By anonymous at 03,Oct,11 09:08

Nobody cares about the urself but u...u dnt need their acceptance to be what u r..who r they to judge you...do the right thing the right way one at a time....fuck the people around u


By Mister B-Don at 03,Oct,11 13:59

Not having God in your like is a recipe for Disaster so you need to calm down and re evaluate your life. Stop thinking you need people and do your own thing.
By anonymous at 07,Oct,11 01:44

there is no "God" you fool try help in a factual way...


By anonymous at 05,Oct,11 19:27

Look up the song strength by an uderated artist called Isa.
so type in strength isa and it should be the first video i believe, that song will really help you realise how special you are.

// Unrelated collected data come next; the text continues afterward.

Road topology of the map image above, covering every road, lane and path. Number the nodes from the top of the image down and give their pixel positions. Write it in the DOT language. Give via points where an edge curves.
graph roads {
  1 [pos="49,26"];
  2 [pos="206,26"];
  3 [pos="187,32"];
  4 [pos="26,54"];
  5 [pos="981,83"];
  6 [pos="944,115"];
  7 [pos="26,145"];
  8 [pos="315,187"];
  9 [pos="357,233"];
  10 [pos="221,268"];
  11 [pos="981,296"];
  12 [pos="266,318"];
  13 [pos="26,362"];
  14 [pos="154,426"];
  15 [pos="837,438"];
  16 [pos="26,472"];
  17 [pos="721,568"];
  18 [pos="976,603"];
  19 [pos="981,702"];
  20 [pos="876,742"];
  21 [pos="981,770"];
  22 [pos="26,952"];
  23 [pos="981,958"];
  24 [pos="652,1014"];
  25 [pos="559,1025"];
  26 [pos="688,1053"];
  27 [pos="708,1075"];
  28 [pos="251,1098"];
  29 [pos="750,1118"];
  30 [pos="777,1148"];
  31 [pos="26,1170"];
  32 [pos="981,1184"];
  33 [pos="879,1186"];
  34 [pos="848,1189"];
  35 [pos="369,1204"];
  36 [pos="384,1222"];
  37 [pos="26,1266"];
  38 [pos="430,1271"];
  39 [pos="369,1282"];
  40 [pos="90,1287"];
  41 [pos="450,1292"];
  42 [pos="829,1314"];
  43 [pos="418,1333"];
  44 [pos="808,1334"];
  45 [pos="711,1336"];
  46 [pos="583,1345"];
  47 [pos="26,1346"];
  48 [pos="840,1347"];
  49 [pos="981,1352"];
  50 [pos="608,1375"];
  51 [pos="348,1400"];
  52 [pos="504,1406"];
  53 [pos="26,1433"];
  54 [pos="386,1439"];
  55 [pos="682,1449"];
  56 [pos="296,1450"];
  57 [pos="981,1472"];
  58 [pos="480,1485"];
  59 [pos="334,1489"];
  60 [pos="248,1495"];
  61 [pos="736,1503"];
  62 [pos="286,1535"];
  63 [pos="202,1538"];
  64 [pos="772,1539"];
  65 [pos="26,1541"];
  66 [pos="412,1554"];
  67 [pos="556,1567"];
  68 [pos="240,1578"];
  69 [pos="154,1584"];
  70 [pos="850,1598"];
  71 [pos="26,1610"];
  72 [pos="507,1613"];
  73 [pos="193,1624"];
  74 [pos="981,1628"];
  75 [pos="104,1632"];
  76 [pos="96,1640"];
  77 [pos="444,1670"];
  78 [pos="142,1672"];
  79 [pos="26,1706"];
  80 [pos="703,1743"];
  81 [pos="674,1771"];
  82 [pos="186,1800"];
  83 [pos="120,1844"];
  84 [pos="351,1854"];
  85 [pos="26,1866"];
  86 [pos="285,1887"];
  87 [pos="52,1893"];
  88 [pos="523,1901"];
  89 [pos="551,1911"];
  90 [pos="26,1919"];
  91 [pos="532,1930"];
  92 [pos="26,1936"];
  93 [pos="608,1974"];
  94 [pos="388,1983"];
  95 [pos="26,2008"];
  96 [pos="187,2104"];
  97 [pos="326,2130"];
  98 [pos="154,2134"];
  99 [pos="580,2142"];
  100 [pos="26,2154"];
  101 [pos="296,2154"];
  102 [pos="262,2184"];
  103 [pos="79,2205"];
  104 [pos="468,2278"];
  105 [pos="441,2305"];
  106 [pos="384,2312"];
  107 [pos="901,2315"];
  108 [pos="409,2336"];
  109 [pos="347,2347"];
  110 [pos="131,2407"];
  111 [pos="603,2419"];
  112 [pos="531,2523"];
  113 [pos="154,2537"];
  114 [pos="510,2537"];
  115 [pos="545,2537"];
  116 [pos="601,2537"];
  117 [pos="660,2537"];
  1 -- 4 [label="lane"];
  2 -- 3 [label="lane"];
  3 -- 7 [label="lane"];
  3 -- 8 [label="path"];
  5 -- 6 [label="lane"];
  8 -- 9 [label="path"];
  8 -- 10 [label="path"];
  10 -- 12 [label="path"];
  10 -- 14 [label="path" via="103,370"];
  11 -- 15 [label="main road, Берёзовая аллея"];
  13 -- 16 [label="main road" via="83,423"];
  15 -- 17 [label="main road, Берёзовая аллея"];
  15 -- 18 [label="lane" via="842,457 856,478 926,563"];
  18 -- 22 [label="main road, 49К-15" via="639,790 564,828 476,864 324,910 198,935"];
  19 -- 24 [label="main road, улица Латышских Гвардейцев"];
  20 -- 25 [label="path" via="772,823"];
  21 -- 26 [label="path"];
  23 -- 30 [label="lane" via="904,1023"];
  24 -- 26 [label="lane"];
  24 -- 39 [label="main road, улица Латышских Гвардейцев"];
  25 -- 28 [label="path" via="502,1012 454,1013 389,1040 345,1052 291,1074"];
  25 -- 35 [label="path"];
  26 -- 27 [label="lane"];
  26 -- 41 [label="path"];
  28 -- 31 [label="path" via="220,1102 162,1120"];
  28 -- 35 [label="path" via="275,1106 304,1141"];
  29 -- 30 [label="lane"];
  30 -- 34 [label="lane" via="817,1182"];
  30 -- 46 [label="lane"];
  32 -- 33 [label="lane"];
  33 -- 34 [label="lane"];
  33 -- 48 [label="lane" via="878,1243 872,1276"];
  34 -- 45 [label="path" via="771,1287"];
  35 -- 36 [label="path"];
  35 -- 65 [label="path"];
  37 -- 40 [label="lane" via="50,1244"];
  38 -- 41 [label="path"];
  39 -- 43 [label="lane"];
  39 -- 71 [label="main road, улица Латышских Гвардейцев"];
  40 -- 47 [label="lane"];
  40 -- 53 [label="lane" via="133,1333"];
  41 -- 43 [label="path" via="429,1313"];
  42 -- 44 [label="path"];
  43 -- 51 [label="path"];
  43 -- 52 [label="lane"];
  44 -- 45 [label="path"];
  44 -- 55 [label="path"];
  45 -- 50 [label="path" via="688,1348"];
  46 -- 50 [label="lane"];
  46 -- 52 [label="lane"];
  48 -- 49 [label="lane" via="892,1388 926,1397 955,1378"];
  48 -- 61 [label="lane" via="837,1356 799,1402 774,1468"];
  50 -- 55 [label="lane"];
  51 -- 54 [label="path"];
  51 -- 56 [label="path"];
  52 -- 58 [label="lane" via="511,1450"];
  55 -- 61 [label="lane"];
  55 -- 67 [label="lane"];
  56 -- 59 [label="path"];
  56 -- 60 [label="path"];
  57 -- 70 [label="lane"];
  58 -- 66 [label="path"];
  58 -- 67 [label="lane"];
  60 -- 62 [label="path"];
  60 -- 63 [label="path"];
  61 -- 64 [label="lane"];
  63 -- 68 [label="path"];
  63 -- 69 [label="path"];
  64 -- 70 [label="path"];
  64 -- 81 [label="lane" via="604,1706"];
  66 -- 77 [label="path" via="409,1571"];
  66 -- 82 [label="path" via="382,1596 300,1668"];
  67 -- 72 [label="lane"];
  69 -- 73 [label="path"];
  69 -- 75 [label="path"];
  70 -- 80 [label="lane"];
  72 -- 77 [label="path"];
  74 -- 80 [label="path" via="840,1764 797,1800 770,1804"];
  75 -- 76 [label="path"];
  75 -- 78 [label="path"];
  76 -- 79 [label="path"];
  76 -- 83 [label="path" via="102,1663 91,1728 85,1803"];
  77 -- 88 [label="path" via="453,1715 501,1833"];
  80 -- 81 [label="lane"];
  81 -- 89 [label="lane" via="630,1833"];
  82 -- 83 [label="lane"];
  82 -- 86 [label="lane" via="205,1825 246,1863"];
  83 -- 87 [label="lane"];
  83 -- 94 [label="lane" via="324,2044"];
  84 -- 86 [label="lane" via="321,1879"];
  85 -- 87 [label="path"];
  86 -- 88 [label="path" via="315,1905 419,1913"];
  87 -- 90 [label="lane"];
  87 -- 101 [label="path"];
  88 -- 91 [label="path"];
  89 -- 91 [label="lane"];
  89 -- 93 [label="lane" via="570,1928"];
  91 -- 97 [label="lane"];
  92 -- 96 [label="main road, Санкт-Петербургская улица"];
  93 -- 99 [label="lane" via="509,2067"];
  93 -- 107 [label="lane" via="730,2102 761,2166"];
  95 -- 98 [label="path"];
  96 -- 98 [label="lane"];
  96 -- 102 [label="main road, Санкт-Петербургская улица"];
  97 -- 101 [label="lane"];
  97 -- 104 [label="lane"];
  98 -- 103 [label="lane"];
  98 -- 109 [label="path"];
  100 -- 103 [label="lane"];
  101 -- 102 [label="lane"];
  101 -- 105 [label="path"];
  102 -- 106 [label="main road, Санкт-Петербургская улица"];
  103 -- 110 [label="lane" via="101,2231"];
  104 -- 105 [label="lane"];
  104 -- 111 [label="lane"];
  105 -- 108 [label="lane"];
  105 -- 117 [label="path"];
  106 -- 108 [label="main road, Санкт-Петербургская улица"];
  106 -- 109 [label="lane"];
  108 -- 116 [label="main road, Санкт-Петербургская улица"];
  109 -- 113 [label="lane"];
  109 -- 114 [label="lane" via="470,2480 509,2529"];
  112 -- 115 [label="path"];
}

By anonymous at 05,Oct,11 21:39

If you believe or not every girls goes almost the same situation, some of them little bit smart, some naive, some clever and they hide everything.. So you had sex with guys so what,you had drugs. At least you know know know and you are not naive and you will be able to choose the right person.. When you go to college dress nice, study, do some kind of sport activity. Put all your energy to study,go to library, get a hobby i.e. something you really like. DON'T EVER LET ANY BODY PUT FEAR, SHAME ON, AND BE ALWAYS HONEST, THINK THINGS TWICE BEFORE YOU RESPOND. Friends talking about you let them talk.. ignorance is bliss and they are being ignorant.. REMEMBER YOU ARE STILL YOUNG AND YOU CAN MAKE YOUR LIFE BETTER BUT DON'T TAKE GRANTED EITHER BECAUSE YOU ARE YOUNG, DON'T POSTPONE THINGS ALWAYS DO IT ON TIME.. NOT LATER... AND EAT HEALTHY, VEG, FRUIT.. WATER :)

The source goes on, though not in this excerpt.